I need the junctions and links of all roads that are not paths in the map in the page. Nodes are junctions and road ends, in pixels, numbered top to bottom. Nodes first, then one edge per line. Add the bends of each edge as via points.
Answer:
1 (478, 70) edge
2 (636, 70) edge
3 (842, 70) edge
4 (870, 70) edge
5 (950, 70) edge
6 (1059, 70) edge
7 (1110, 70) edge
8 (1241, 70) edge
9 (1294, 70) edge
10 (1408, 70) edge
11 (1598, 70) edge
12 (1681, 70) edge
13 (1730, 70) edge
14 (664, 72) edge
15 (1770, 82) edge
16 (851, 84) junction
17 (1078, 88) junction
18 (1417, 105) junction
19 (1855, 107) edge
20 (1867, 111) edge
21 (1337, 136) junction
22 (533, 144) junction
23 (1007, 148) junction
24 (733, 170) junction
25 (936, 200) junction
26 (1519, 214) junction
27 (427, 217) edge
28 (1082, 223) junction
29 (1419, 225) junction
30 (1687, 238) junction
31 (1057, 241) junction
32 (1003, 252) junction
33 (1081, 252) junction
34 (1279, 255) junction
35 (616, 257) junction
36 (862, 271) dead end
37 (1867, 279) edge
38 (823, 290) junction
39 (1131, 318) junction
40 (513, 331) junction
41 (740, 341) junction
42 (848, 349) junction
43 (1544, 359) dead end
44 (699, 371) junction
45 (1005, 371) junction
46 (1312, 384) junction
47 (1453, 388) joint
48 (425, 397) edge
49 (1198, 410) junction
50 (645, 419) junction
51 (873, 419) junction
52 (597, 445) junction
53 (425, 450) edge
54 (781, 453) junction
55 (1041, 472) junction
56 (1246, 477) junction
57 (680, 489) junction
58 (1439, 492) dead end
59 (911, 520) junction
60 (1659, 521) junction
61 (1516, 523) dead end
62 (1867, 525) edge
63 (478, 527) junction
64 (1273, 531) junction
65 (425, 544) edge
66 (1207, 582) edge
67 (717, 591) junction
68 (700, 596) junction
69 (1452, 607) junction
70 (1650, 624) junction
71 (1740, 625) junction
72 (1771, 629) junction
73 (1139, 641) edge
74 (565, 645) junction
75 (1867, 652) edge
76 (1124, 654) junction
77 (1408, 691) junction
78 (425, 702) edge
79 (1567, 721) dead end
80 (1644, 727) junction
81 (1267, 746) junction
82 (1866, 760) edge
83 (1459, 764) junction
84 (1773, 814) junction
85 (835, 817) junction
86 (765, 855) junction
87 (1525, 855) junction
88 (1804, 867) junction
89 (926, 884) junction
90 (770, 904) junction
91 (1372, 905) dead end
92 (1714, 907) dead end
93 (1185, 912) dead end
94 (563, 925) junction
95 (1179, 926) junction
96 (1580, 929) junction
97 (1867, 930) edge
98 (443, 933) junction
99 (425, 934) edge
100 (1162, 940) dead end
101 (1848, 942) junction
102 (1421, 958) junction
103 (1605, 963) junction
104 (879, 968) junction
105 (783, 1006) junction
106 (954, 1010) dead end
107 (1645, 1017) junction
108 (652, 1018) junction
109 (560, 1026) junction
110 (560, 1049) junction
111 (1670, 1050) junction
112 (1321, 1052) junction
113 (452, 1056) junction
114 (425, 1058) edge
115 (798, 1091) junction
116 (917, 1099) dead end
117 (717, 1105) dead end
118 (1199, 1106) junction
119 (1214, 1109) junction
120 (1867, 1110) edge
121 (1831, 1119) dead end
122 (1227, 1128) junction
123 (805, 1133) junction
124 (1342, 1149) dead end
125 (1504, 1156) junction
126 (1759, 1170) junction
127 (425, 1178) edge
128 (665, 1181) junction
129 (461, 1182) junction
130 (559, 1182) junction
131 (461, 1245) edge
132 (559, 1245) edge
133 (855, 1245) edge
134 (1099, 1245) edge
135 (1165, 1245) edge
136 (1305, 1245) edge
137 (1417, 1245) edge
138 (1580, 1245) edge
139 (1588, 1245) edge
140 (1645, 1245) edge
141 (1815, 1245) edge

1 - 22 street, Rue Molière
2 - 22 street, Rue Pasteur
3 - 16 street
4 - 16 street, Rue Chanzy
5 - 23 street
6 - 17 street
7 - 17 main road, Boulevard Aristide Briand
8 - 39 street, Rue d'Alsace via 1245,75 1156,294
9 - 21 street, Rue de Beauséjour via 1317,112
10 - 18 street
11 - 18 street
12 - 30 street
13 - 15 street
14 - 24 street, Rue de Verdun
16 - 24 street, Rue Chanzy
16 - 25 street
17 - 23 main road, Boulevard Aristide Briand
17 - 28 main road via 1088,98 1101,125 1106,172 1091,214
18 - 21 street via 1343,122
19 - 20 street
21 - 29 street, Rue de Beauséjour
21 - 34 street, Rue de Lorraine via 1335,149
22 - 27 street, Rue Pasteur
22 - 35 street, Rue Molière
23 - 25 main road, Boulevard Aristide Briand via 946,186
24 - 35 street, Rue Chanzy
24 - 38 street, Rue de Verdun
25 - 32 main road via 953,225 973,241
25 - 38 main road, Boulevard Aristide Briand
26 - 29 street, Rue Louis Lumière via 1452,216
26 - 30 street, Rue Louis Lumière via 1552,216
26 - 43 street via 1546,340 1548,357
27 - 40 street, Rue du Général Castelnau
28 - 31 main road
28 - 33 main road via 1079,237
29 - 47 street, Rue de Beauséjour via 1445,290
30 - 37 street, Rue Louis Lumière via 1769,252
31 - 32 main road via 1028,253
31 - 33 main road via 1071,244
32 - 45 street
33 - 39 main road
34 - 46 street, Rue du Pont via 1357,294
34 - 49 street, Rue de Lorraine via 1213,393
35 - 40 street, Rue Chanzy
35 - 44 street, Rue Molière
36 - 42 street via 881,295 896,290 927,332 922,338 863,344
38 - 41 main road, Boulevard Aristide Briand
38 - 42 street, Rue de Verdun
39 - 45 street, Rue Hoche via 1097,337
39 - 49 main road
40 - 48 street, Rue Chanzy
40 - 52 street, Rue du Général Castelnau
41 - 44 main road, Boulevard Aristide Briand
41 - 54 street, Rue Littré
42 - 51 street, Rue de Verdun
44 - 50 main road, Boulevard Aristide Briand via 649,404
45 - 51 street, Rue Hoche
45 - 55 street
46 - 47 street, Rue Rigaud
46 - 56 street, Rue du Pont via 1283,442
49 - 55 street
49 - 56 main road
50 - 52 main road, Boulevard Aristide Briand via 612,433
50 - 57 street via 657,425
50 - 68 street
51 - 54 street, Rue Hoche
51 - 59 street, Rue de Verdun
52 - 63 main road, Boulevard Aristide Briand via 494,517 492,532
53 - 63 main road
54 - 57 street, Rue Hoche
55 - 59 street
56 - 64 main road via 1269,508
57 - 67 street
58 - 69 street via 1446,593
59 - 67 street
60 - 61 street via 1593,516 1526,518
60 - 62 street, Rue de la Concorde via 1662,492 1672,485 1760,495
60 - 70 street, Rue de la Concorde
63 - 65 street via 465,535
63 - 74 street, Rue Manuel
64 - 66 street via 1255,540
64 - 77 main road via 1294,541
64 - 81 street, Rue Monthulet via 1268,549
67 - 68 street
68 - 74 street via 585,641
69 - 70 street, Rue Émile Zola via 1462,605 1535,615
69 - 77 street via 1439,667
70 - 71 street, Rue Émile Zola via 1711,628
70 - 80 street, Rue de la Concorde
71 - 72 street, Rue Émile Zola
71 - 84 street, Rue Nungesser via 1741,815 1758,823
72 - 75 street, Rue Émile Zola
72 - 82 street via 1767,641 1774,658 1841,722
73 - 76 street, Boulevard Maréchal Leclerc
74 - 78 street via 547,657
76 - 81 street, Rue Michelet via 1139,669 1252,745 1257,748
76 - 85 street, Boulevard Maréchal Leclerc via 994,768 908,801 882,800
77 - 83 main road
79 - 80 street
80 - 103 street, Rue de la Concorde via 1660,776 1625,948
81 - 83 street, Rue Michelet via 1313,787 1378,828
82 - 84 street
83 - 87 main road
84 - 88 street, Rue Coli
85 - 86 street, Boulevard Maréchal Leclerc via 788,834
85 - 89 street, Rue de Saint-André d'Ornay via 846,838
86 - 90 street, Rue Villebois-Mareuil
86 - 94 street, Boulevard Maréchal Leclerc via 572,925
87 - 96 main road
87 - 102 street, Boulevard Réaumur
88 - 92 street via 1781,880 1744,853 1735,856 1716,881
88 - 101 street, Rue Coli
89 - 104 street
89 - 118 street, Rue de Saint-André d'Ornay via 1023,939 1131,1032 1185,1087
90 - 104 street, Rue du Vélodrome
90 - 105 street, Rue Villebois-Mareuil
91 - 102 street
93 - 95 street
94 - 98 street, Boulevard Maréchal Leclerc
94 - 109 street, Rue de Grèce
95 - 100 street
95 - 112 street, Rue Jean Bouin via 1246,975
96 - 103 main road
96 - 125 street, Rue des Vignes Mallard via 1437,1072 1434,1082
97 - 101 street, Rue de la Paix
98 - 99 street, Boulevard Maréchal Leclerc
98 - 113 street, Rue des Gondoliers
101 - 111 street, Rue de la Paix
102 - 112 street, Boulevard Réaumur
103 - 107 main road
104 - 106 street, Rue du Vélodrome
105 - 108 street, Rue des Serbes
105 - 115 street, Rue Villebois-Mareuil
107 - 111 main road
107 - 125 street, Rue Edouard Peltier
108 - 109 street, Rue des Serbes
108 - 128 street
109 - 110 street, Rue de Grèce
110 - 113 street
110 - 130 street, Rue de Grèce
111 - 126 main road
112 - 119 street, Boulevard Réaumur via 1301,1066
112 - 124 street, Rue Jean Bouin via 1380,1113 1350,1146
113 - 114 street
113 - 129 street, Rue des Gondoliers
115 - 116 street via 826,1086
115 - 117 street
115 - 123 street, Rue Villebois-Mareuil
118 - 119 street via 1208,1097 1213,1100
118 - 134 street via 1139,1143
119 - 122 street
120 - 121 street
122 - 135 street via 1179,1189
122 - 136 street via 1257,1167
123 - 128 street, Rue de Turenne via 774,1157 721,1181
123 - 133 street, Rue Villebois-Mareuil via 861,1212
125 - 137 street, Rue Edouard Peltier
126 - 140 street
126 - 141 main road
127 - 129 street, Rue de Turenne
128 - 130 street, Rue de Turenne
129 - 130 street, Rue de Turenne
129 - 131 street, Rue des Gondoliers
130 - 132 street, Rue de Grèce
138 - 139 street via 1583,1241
• • • • • • •
Exercise prompt: Among the lines above, find those that contain the word "Pont" and copy them.

Solution to the problem:
34 - 46 street, Rue du Pont via 1357,294
46 - 56 street, Rue du Pont via 1283,442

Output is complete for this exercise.